Recovery of analysis of the sample procedure was assessed and proved adequate for the test, with the exception of Component A in pH 7 buffer.
Recovery data is shown in the following table:
Table 4.39
Buffer |
Nominal concentration |
Recovery range (%) |
Mean recovery (%) |
||
Component A |
Component B |
Component A |
Component B |
||
pH 4 |
0.37 |
87.3 to 92.7 |
75.8 to 82.3 |
90.8 |
78.4 |
pH 7 |
0.37 |
0 |
62.0 to 74.1 |
0 |
66.2 |
pH 9 |
0.37 |
62.9 to 80.3 |
78.2 to 84.7 |
72.7 |
82.0 |
Concentrations have not been corrected for recovery of analysis.
1.2 Discussion
Initial experiments demonstrated poor recoveries of analyte in buffer solutions, but acceptable recoveries in pH adjusted water. Therefore, preliminary testing was performed in reverse osmosis water adjusted to pH 4, 7 and 9 using 0.1 M hydrochloric acid or 0.1 M sodium hydroxide. However, due to the absence of buffering, the pH of these solutions was unstable. Further investigation revealed that acceptable recoveries could be achieved in the buffers specified in Section 4.2.1, with the exception of pH 7 phosphate buffer in which no recovery of Component A could be achieved. This anomaly could not be readily explained since the pH 7 matrix blank did not demonstrate interfering peaks and the analytical procedure was shown to be successful for both analytes in pH 4 and pH 9 buffers. Therefore, no data for Component A at pH 7 could be generated.
Tier 2 testing at pH 7 demonstrated a significant degree of variation in the analytical results for duplicate samples and across the time points over the period of the test. Even though this test was performed at five different temperatures plus some limited testing at 25°C, consistent data could not be obtained. The variation in analytical data was not considered to be due to solubility issues. It was concluded that there was no evidence of hydrolysis at pH 7, since losses observed were not of a pseudo-first order kinetic nature and were considered to be due to other mechanisms or effects.
For additional information, an estimation of the hydrolytic stability of the test material was performed using the specialised predictive software, HYDROWIN v 2.00 (September 2008), © 2000 US Environmental Protection Agency. The estimated half-lives at 25°C are shown in the following table:
Component |
pH 7 |
pH 8 |
A (PE3MB) |
13.1 years |
1.31 years |
B (PEMB) |
9.85 years |
360 days |
For calculation of the test material concentration, peak area
was used throughout the
pH 4 and pH 9 tests, whereas peak height was the pH 7 tests. The use of
peak height in the pH 7 calculations gave initial concentrations
consistent with the fortified concentrations.
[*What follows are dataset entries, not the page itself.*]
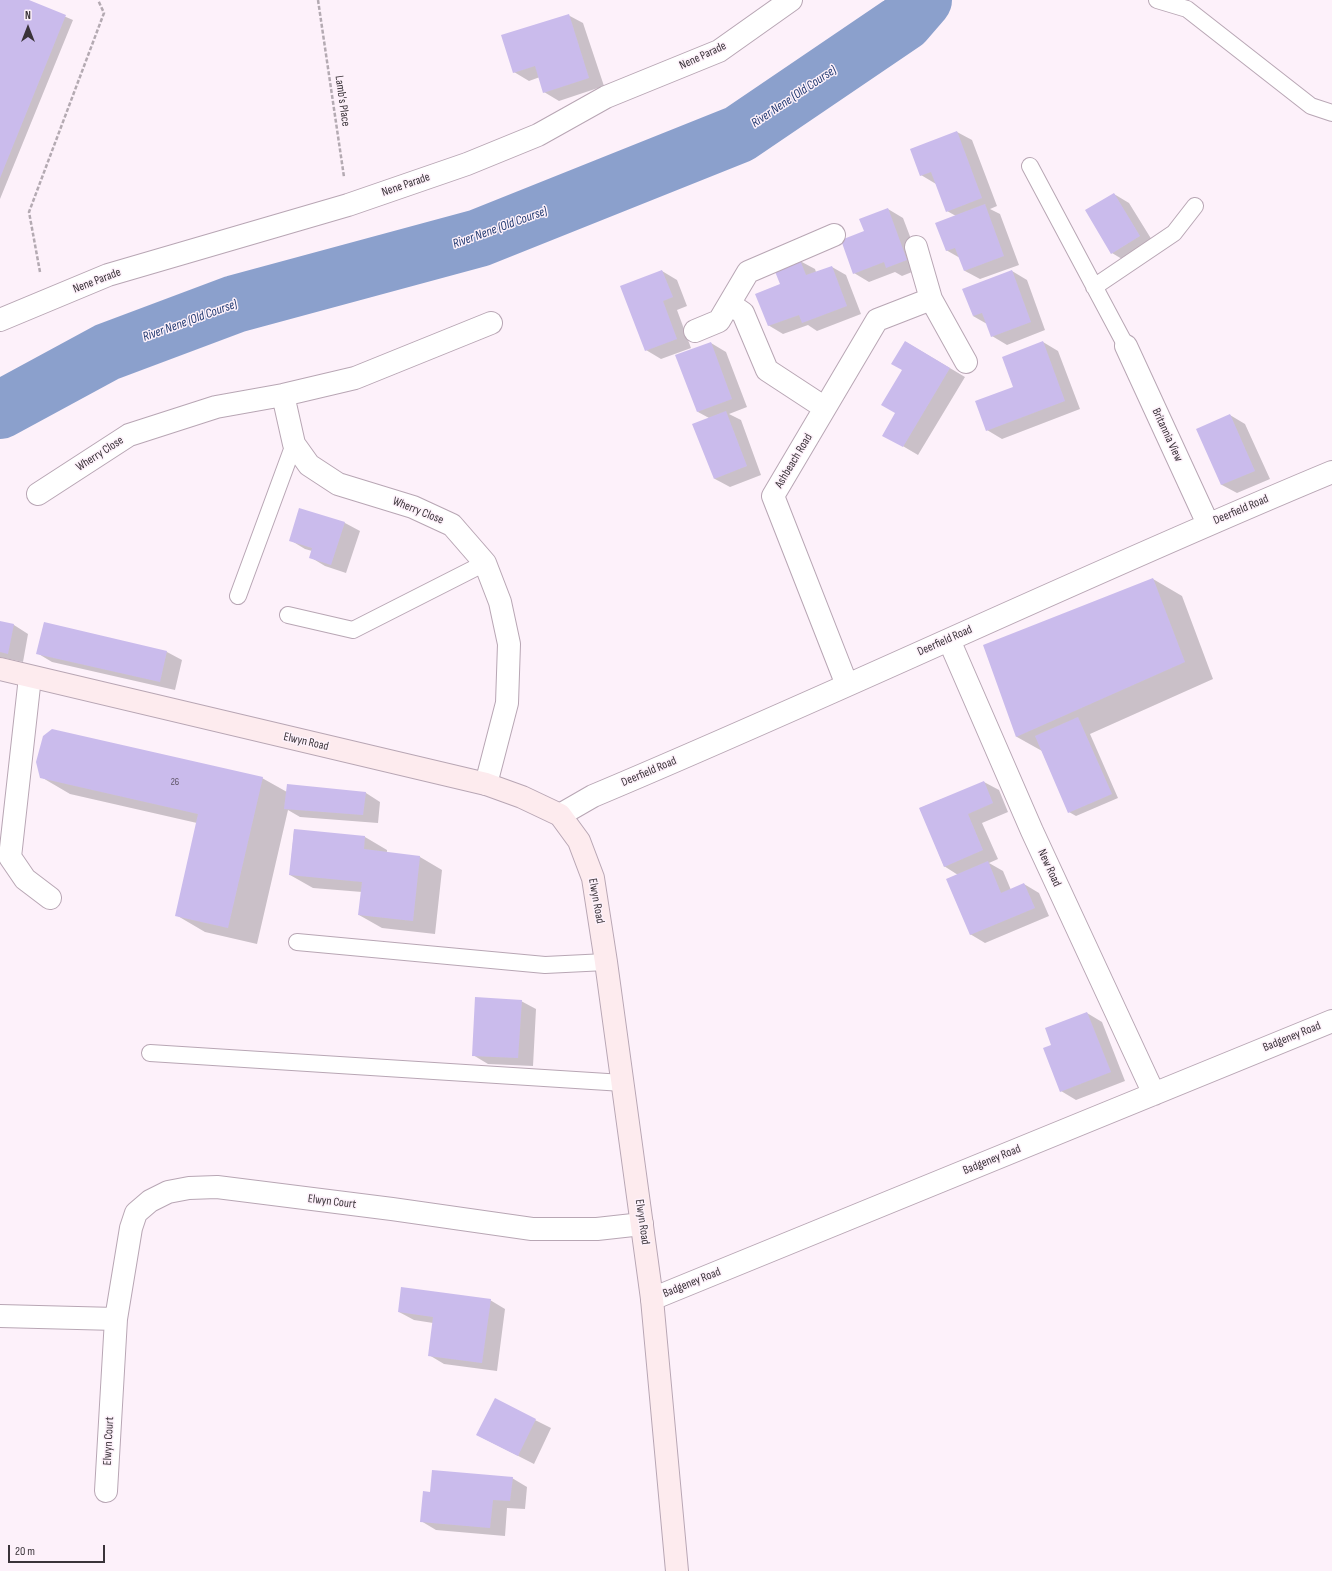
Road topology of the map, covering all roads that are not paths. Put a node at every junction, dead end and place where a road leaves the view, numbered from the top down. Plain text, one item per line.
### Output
1 (791, 0) edge
2 (1157, 0) edge
3 (1332, 113) edge
4 (1030, 166) dead end
5 (1195, 206) dead end
6 (834, 235) dead end
7 (916, 247) dead end
8 (1094, 287) junction
9 (931, 299) junction
10 (730, 304) junction
11 (0, 320) edge
12 (491, 324) dead end
13 (695, 331) dead end
14 (1126, 346) joint
15 (966, 362) dead end
16 (283, 395) junction
17 (825, 408) junction
18 (294, 444) junction
19 (1332, 472) edge
20 (38, 494) dead end
21 (1208, 524) junction
22 (485, 563) junction
23 (238, 596) dead end
24 (288, 615) dead end
25 (949, 640) junction
26 (0, 670) edge
27 (30, 677) junction
28 (848, 685) junction
29 (486, 784) junction
30 (560, 815) junction
31 (5, 857) edge
32 (50, 898) dead end
33 (297, 942) dead end
34 (606, 962) junction
35 (1332, 1021) edge
36 (150, 1054) dead end
37 (623, 1083) junction
38 (1154, 1094) junction
39 (642, 1224) junction
40 (652, 1299) junction
41 (0, 1316) edge
42 (116, 1319) junction
43 (106, 1491) dead end
44 (677, 1571) edge

1 - 11 street, Nene Parade
2 - 3 lane
4 - 8 lane
5 - 8 lane
6 - 10 street
7 - 9 street
8 - 14 lane
9 - 15 street
9 - 17 street, Ashbeach Road
10 - 13 street
10 - 17 street
12 - 16 street, Wherry Close
14 - 21 street, Britannia View
16 - 18 street, Wherry Close
16 - 20 street, Wherry Close
17 - 28 street, Ashbeach Road
18 - 22 street, Wherry Close
18 - 23 lane
19 - 21 street, Deerfield Road
21 - 25 street, Deerfield Road
22 - 24 lane
22 - 29 street, Wherry Close
25 - 28 street, Deerfield Road
25 - 38 street, New Road
26 - 27 street, Elwyn Road
27 - 29 street, Elwyn Road
27 - 31 street
28 - 30 street, Deerfield Road
29 - 30 street, Elwyn Road
30 - 34 street, Elwyn Road
31 - 32 street
33 - 34 lane
34 - 37 street, Elwyn Road
35 - 38 street, Badgeney Road
36 - 37 lane
37 - 39 street, Elwyn Road
38 - 40 street, Badgeney Road
39 - 40 street, Elwyn Road
39 - 42 street, Elwyn Court
40 - 44 street, Elwyn Road
41 - 42 street
42 - 43 street, Elwyn Court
The kinetics of the study for pH 9 has been determined to be consistent with that of a pseudo-first order reaction as the graphs of log10 concentration versus time are straight lines.
As the test material was determined to be hydrolytically stable under acidic conditions (t½ > 1 year at 25°C), no additional testing was performed at pH 1.2, 37.0 ± 0.5°C.
Description of key information
DT50 = 6.61 h (pH 9) and > 1 year (pH 4 and 7) (OECD 111)
Key value for chemical safety assessment
- Half-life for hydrolysis:
- 6.61 h
- at the temperature of:
- 25 °C
Additional information
Hydrolysis of the substance was investigated in one key study according to OECD 111 and GLP (Showa Denko, 2009). The tests were carried out at pH 4, 7 and 9 and at five different temperatures ranging from 20 to 60 °C. No definitive signs of hydrolysis are reported for the pH values 4 and 7. The kinetics of the study for pH 9 was of pseudo-first order and allowed the determination of a hydrolysis rate constant of 2.91E-05/s and the estimation of a half-life of 6.61 h at 25 °C.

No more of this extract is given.